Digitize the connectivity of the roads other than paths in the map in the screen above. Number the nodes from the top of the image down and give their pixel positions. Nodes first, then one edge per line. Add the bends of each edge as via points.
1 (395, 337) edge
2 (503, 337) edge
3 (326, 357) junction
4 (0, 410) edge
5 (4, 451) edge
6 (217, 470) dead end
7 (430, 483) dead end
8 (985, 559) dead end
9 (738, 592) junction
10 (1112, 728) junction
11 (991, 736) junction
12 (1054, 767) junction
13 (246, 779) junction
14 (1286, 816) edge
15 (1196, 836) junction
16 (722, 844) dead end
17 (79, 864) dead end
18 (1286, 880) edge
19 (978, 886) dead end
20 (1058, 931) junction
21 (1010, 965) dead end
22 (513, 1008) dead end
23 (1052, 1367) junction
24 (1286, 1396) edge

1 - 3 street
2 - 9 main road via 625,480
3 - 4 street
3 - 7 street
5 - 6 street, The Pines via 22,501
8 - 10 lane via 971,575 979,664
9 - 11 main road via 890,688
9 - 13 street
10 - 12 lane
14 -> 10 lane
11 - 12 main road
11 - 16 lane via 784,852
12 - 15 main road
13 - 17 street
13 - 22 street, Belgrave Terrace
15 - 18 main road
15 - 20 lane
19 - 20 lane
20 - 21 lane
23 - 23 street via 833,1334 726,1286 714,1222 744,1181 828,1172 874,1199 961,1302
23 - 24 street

- - - -

◆ Task brief:
The entries above should be copied out exactly, with none left out.

◆ Problem solution:
Digitize the connectivity of the roads other than paths in the map in the screen above. Number the nodes from the top of the image down and give their pixel positions. Nodes first, then one edge per line. Add the bends of each edge as via points.
1 (395, 337) edge
2 (503, 337) edge
3 (326, 357) junction
4 (0, 410) edge
5 (4, 451) edge
6 (217, 470) dead end
7 (430, 483) dead end
8 (985, 559) dead end
9 (738, 592) junction
10 (1112, 728) junction
11 (991, 736) junction
12 (1054, 767) junction
13 (246, 779) junction
14 (1286, 816) edge
15 (1196, 836) junction
16 (722, 844) dead end
17 (79, 864) dead end
18 (1286, 880) edge
19 (978, 886) dead end
20 (1058, 931) junction
21 (1010, 965) dead end
22 (513, 1008) dead end
23 (1052, 1367) junction
24 (1286, 1396) edge

1 - 3 street
2 - 9 main road via 625,480
3 - 4 street
3 - 7 street
5 - 6 street, The Pines via 22,501
8 - 10 lane via 971,575 979,664
9 - 11 main road via 890,688
9 - 13 street
10 - 12 lane
14 -> 10 lane
11 - 12 main road
11 - 16 lane via 784,852
12 - 15 main road
13 - 17 street
13 - 22 street, Belgrave Terrace
15 - 18 main road
15 - 20 lane
19 - 20 lane
20 - 21 lane
23 - 23 street via 833,1334 726,1286 714,1222 744,1181 828,1172 874,1199 961,1302
23 - 24 street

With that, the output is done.